## TASK ITEM
Omit every picture and output the rest of the records exactly as they are.

EXERCISE INPUTS section start

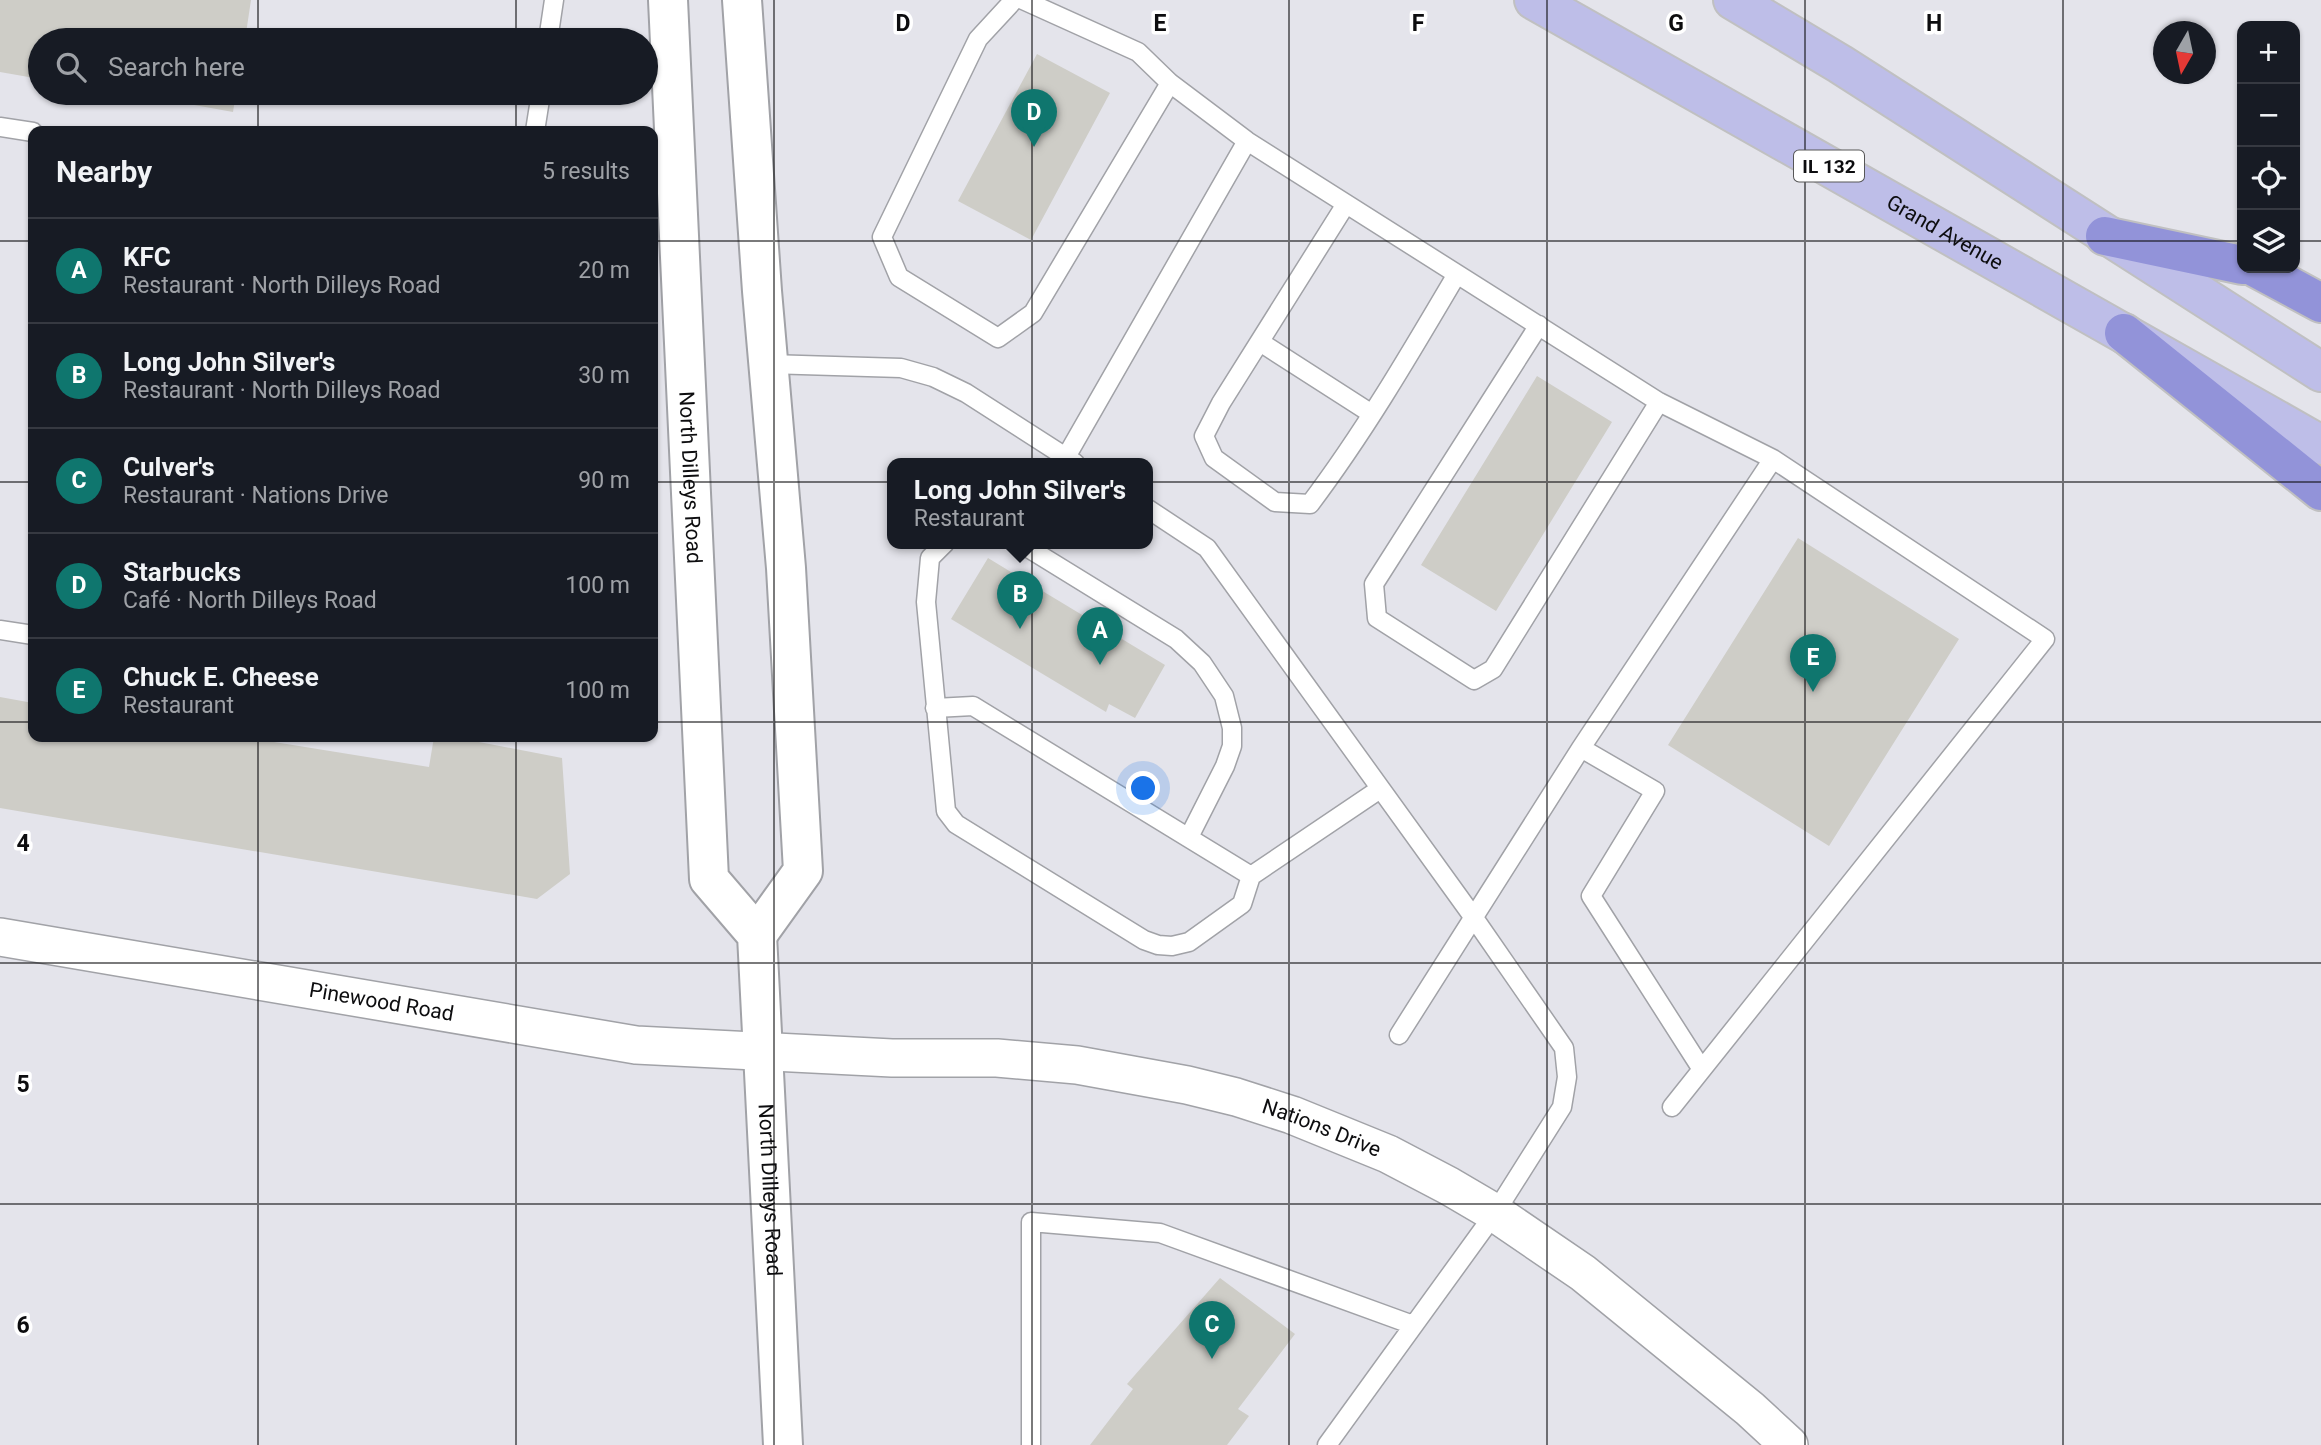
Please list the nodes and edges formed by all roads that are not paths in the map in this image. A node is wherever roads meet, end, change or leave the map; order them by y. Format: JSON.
{"nodes":[{"id":1,"x":554,"y":0,"type":"edge"},
{"id":2,"x":668,"y":0,"type":"edge"},
{"id":3,"x":742,"y":0,"type":"edge"},
{"id":4,"x":1014,"y":0,"type":"edge"},
{"id":5,"x":1023,"y":0,"type":"edge"},
{"id":6,"x":1534,"y":0,"type":"edge"},
{"id":7,"x":1734,"y":0,"type":"edge"},
{"id":8,"x":550,"y":28,"type":"edge"},
{"id":9,"x":1170,"y":83,"type":"junction"},
{"id":10,"x":539,"y":105,"type":"edge"},
{"id":11,"x":536,"y":126,"type":"edge"},
{"id":12,"x":0,"y":127,"type":"edge"},
{"id":13,"x":28,"y":131,"type":"edge"},
{"id":14,"x":1247,"y":141,"type":"junction"},
{"id":15,"x":1346,"y":204,"type":"junction"},
{"id":16,"x":2105,"y":236,"type":"junction"},
{"id":17,"x":2237,"y":264,"type":"edge"},
{"id":18,"x":2265,"y":273,"type":"edge"},
{"id":19,"x":1457,"y":274,"type":"junction"},
{"id":20,"x":2321,"y":303,"type":"edge"},
{"id":21,"x":1539,"y":325,"type":"junction"},
{"id":22,"x":2124,"y":332,"type":"junction"},
{"id":23,"x":1260,"y":342,"type":"junction"},
{"id":24,"x":768,"y":364,"type":"junction"},
{"id":25,"x":2321,"y":372,"type":"edge"},
{"id":26,"x":1659,"y":402,"type":"junction"},
{"id":27,"x":1372,"y":414,"type":"junction"},
{"id":28,"x":2321,"y":445,"type":"edge"},
{"id":29,"x":1068,"y":458,"type":"edge"},
{"id":30,"x":1072,"y":458,"type":"edge"},
{"id":31,"x":1773,"y":460,"type":"junction"},
{"id":32,"x":2321,"y":491,"type":"edge"},
{"id":33,"x":1153,"y":512,"type":"edge"},
{"id":34,"x":939,"y":549,"type":"edge"},
{"id":35,"x":1030,"y":549,"type":"edge"},
{"id":36,"x":0,"y":630,"type":"edge"},
{"id":37,"x":28,"y":634,"type":"edge"},
{"id":38,"x":935,"y":708,"type":"junction"},
{"id":39,"x":1580,"y":748,"type":"junction"},
{"id":40,"x":1380,"y":789,"type":"junction"},
{"id":41,"x":1189,"y":837,"type":"junction"},
{"id":42,"x":1251,"y":876,"type":"junction"},
{"id":43,"x":1474,"y":918,"type":"junction"},
{"id":44,"x":757,"y":935,"type":"junction"},
{"id":45,"x":0,"y":937,"type":"edge"},
{"id":46,"x":1399,"y":1035,"type":"dead end"},
{"id":47,"x":764,"y":1052,"type":"junction"},
{"id":48,"x":1701,"y":1068,"type":"junction"},
{"id":49,"x":1672,"y":1107,"type":"dead end"},
{"id":50,"x":1495,"y":1213,"type":"junction"},
{"id":51,"x":1413,"y":1325,"type":"junction"},
{"id":52,"x":783,"y":1445,"type":"edge"},
{"id":53,"x":1031,"y":1445,"type":"edge"},
{"id":54,"x":1327,"y":1445,"type":"edge"},
{"id":55,"x":1789,"y":1445,"type":"edge"}],
"edges":[{"from":1,"to":8,"type":"lane"},
{"from":2,"to":44,"type":"street","name":"North Dilleys Road"},
{"from":3,"to":24,"type":"street"},
{"from":4,"to":9,"type":"lane"},
{"from":5,"to":9,"type":"lane"},
{"from":6,"to":22,"type":"main road","name":"Grand Avenue","number":"IL 132"},
{"from":7,"to":16,"type":"main road"},
{"from":9,"to":14,"type":"lane"},
{"from":10,"to":11,"type":"lane"},
{"from":12,"to":13,"type":"lane"},
{"from":14,"to":15,"type":"lane"},
{"from":14,"to":30,"type":"lane"},
{"from":15,"to":19,"type":"lane"},
{"from":15,"to":23,"type":"lane"},
{"from":16,"to":17,"type":"highway"},
{"from":16,"to":25,"type":"main road"},
{"from":18,"to":20,"type":"highway"},
{"from":19,"to":21,"type":"lane"},
{"from":19,"to":27,"type":"lane"},
{"from":21,"to":26,"type":"lane"},
{"from":21,"to":26,"type":"lane"},
{"from":22,"to":28,"type":"main road","name":"Grand Avenue","number":"IL 132"},
{"from":22,"to":32,"type":"highway"},
{"from":23,"to":27,"type":"lane"},
{"from":23,"to":27,"type":"lane"},
{"from":24,"to":29,"type":"lane"},
{"from":24,"to":44,"type":"street"},
{"from":26,"to":31,"type":"lane"},
{"from":31,"to":39,"type":"lane"},
{"from":31,"to":48,"type":"lane"},
{"from":33,"to":40,"type":"lane"},
{"from":34,"to":38,"type":"lane"},
{"from":35,"to":41,"type":"lane"},
{"from":36,"to":37,"type":"lane"},
{"from":38,"to":41,"type":"lane"},
{"from":38,"to":42,"type":"lane"},
{"from":39,"to":43,"type":"lane"},
{"from":39,"to":48,"type":"lane"},
{"from":40,"to":42,"type":"lane"},
{"from":40,"to":43,"type":"lane"},
{"from":41,"to":42,"type":"lane"},
{"from":43,"to":46,"type":"lane"},
{"from":43,"to":50,"type":"lane"},
{"from":44,"to":47,"type":"street","name":"North Dilleys Road"},
{"from":45,"to":47,"type":"street","name":"Pinewood Road"},
{"from":47,"to":50,"type":"street","name":"Nations Drive"},
{"from":47,"to":52,"type":"street","name":"North Dilleys Road"},
{"from":48,"to":49,"type":"lane"},
{"from":50,"to":51,"type":"lane"},
{"from":50,"to":55,"type":"street","name":"Nations Drive"},
{"from":51,"to":53,"type":"lane"},
{"from":51,"to":54,"type":"lane"}]}
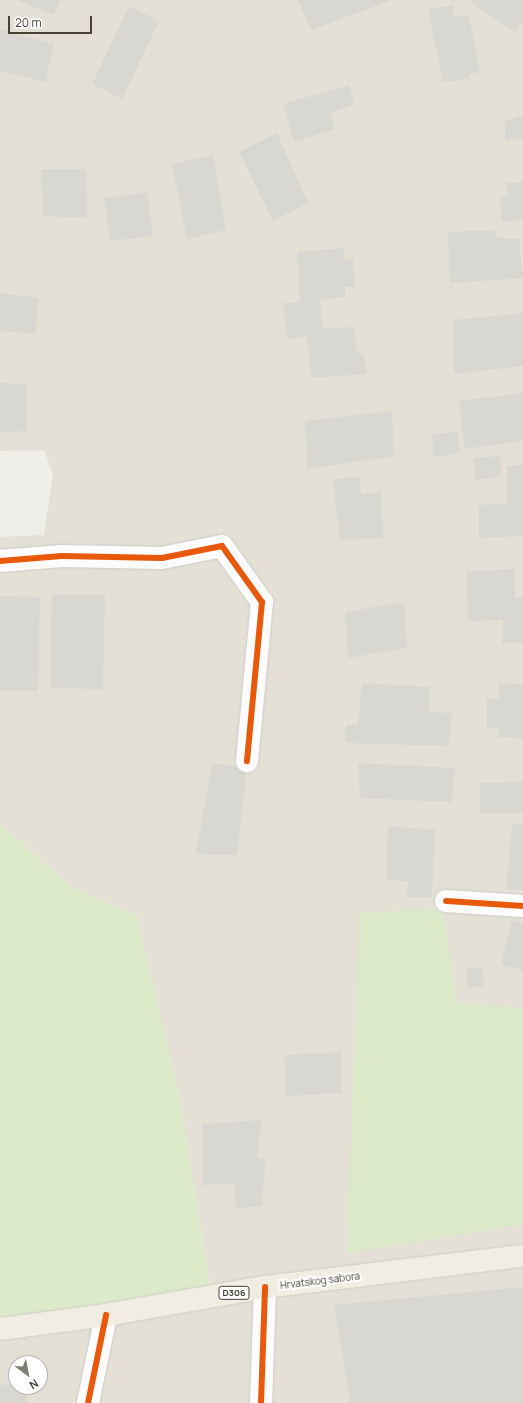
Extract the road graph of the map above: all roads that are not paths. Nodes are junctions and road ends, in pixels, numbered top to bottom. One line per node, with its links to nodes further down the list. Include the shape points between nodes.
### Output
1 (0, 561): 2 (street, via 62,556 162,558 222,546 262,602)
2 (247, 761)
3 (446, 901): 4 (street)
4 (523, 906)
5 (523, 1256): 6 (main road, Hrvatskog sabora / D306)
6 (265, 1287): 7 (main road, Hrvatskog sabora / D306); 10 (street)
7 (106, 1315): 8 (main road, Hrvatskog sabora / D306); 9 (street)
8 (0, 1329)
9 (88, 1403)
10 (262, 1403)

EXERCISE INPUTS section end

## ANSWER
Please list the nodes and edges formed by all roads that are not paths in the map in this image. A node is wherever roads meet, end, change or leave the map; order them by y. Format: JSON.
{"nodes":[{"id":1,"x":554,"y":0,"type":"edge"},
{"id":2,"x":668,"y":0,"type":"edge"},
{"id":3,"x":742,"y":0,"type":"edge"},
{"id":4,"x":1014,"y":0,"type":"edge"},
{"id":5,"x":1023,"y":0,"type":"edge"},
{"id":6,"x":1534,"y":0,"type":"edge"},
{"id":7,"x":1734,"y":0,"type":"edge"},
{"id":8,"x":550,"y":28,"type":"edge"},
{"id":9,"x":1170,"y":83,"type":"junction"},
{"id":10,"x":539,"y":105,"type":"edge"},
{"id":11,"x":536,"y":126,"type":"edge"},
{"id":12,"x":0,"y":127,"type":"edge"},
{"id":13,"x":28,"y":131,"type":"edge"},
{"id":14,"x":1247,"y":141,"type":"junction"},
{"id":15,"x":1346,"y":204,"type":"junction"},
{"id":16,"x":2105,"y":236,"type":"junction"},
{"id":17,"x":2237,"y":264,"type":"edge"},
{"id":18,"x":2265,"y":273,"type":"edge"},
{"id":19,"x":1457,"y":274,"type":"junction"},
{"id":20,"x":2321,"y":303,"type":"edge"},
{"id":21,"x":1539,"y":325,"type":"junction"},
{"id":22,"x":2124,"y":332,"type":"junction"},
{"id":23,"x":1260,"y":342,"type":"junction"},
{"id":24,"x":768,"y":364,"type":"junction"},
{"id":25,"x":2321,"y":372,"type":"edge"},
{"id":26,"x":1659,"y":402,"type":"junction"},
{"id":27,"x":1372,"y":414,"type":"junction"},
{"id":28,"x":2321,"y":445,"type":"edge"},
{"id":29,"x":1068,"y":458,"type":"edge"},
{"id":30,"x":1072,"y":458,"type":"edge"},
{"id":31,"x":1773,"y":460,"type":"junction"},
{"id":32,"x":2321,"y":491,"type":"edge"},
{"id":33,"x":1153,"y":512,"type":"edge"},
{"id":34,"x":939,"y":549,"type":"edge"},
{"id":35,"x":1030,"y":549,"type":"edge"},
{"id":36,"x":0,"y":630,"type":"edge"},
{"id":37,"x":28,"y":634,"type":"edge"},
{"id":38,"x":935,"y":708,"type":"junction"},
{"id":39,"x":1580,"y":748,"type":"junction"},
{"id":40,"x":1380,"y":789,"type":"junction"},
{"id":41,"x":1189,"y":837,"type":"junction"},
{"id":42,"x":1251,"y":876,"type":"junction"},
{"id":43,"x":1474,"y":918,"type":"junction"},
{"id":44,"x":757,"y":935,"type":"junction"},
{"id":45,"x":0,"y":937,"type":"edge"},
{"id":46,"x":1399,"y":1035,"type":"dead end"},
{"id":47,"x":764,"y":1052,"type":"junction"},
{"id":48,"x":1701,"y":1068,"type":"junction"},
{"id":49,"x":1672,"y":1107,"type":"dead end"},
{"id":50,"x":1495,"y":1213,"type":"junction"},
{"id":51,"x":1413,"y":1325,"type":"junction"},
{"id":52,"x":783,"y":1445,"type":"edge"},
{"id":53,"x":1031,"y":1445,"type":"edge"},
{"id":54,"x":1327,"y":1445,"type":"edge"},
{"id":55,"x":1789,"y":1445,"type":"edge"}],
"edges":[{"from":1,"to":8,"type":"lane"},
{"from":2,"to":44,"type":"street","name":"North Dilleys Road"},
{"from":3,"to":24,"type":"street"},
{"from":4,"to":9,"type":"lane"},
{"from":5,"to":9,"type":"lane"},
{"from":6,"to":22,"type":"main road","name":"Grand Avenue","number":"IL 132"},
{"from":7,"to":16,"type":"main road"},
{"from":9,"to":14,"type":"lane"},
{"from":10,"to":11,"type":"lane"},
{"from":12,"to":13,"type":"lane"},
{"from":14,"to":15,"type":"lane"},
{"from":14,"to":30,"type":"lane"},
{"from":15,"to":19,"type":"lane"},
{"from":15,"to":23,"type":"lane"},
{"from":16,"to":17,"type":"highway"},
{"from":16,"to":25,"type":"main road"},
{"from":18,"to":20,"type":"highway"},
{"from":19,"to":21,"type":"lane"},
{"from":19,"to":27,"type":"lane"},
{"from":21,"to":26,"type":"lane"},
{"from":21,"to":26,"type":"lane"},
{"from":22,"to":28,"type":"main road","name":"Grand Avenue","number":"IL 132"},
{"from":22,"to":32,"type":"highway"},
{"from":23,"to":27,"type":"lane"},
{"from":23,"to":27,"type":"lane"},
{"from":24,"to":29,"type":"lane"},
{"from":24,"to":44,"type":"street"},
{"from":26,"to":31,"type":"lane"},
{"from":31,"to":39,"type":"lane"},
{"from":31,"to":48,"type":"lane"},
{"from":33,"to":40,"type":"lane"},
{"from":34,"to":38,"type":"lane"},
{"from":35,"to":41,"type":"lane"},
{"from":36,"to":37,"type":"lane"},
{"from":38,"to":41,"type":"lane"},
{"from":38,"to":42,"type":"lane"},
{"from":39,"to":43,"type":"lane"},
{"from":39,"to":48,"type":"lane"},
{"from":40,"to":42,"type":"lane"},
{"from":40,"to":43,"type":"lane"},
{"from":41,"to":42,"type":"lane"},
{"from":43,"to":46,"type":"lane"},
{"from":43,"to":50,"type":"lane"},
{"from":44,"to":47,"type":"street","name":"North Dilleys Road"},
{"from":45,"to":47,"type":"street","name":"Pinewood Road"},
{"from":47,"to":50,"type":"street","name":"Nations Drive"},
{"from":47,"to":52,"type":"street","name":"North Dilleys Road"},
{"from":48,"to":49,"type":"lane"},
{"from":50,"to":51,"type":"lane"},
{"from":50,"to":55,"type":"street","name":"Nations Drive"},
{"from":51,"to":53,"type":"lane"},
{"from":51,"to":54,"type":"lane"}]}
Extract the road graph of the map above: all roads that are not paths. Nodes are junctions and road ends, in pixels, numbered top to bottom. One line per node, with its links to nodes further down the list. Include the shape points between nodes.
### Output
1 (0, 561): 2 (street, via 62,556 162,558 222,546 262,602)
2 (247, 761)
3 (446, 901): 4 (street)
4 (523, 906)
5 (523, 1256): 6 (main road, Hrvatskog sabora / D306)
6 (265, 1287): 7 (main road, Hrvatskog sabora / D306); 10 (street)
7 (106, 1315): 8 (main road, Hrvatskog sabora / D306); 9 (street)
8 (0, 1329)
9 (88, 1403)
10 (262, 1403)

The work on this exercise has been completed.